# RECORDS PROVIDED:
□ □ □ □
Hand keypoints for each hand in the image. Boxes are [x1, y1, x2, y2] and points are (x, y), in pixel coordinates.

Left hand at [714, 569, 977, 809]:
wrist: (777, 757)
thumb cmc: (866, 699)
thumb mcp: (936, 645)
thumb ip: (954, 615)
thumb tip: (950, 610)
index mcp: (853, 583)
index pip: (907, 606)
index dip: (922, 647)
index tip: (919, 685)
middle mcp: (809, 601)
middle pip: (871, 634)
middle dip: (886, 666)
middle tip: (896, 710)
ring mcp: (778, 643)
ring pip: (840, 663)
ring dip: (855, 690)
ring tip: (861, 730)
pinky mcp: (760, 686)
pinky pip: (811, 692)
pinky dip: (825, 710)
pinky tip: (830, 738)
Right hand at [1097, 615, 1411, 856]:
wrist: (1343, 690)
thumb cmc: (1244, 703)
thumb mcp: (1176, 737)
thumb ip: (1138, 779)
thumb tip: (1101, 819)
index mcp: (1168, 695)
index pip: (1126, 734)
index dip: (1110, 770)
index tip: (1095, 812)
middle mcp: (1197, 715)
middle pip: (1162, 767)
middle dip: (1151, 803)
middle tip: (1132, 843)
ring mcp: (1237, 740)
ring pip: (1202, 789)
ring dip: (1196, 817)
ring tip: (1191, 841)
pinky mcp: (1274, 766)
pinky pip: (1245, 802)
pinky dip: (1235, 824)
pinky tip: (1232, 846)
□ □ □ □
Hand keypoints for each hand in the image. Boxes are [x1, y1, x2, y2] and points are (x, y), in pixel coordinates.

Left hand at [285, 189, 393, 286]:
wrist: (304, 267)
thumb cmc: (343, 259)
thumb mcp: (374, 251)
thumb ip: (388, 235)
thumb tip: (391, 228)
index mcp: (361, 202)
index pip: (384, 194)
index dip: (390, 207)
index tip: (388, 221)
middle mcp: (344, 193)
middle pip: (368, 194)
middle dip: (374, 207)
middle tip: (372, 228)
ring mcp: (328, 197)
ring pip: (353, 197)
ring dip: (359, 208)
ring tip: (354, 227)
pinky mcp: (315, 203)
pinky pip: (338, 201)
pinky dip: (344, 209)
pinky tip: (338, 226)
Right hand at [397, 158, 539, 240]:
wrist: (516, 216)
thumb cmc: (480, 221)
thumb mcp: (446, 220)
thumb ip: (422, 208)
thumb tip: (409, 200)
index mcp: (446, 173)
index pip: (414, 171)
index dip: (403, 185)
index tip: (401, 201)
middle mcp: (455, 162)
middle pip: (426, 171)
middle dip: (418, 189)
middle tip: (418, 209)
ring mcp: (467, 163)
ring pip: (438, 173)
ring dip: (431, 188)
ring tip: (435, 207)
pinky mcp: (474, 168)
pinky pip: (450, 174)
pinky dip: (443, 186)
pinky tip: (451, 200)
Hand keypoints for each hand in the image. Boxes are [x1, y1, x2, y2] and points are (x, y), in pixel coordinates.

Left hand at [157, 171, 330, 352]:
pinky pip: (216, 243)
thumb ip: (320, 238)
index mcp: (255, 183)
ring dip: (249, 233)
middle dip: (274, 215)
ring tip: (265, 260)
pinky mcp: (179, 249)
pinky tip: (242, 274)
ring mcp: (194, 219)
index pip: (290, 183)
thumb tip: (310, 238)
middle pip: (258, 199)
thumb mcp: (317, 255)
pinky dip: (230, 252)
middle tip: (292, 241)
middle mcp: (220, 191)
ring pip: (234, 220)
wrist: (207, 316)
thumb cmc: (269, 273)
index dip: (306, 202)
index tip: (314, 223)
□ □ □ □
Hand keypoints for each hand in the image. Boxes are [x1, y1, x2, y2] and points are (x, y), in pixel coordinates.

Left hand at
□ □ □ □
# REQUIRED WORK:
When a line in the material above includes the word "Left", copy that line.

# SOLUTION:
Left hand at [714, 569, 977, 809]:
Left hand at [285, 189, 393, 286]:
Left hand at [157, 171, 330, 352]:
Left hand at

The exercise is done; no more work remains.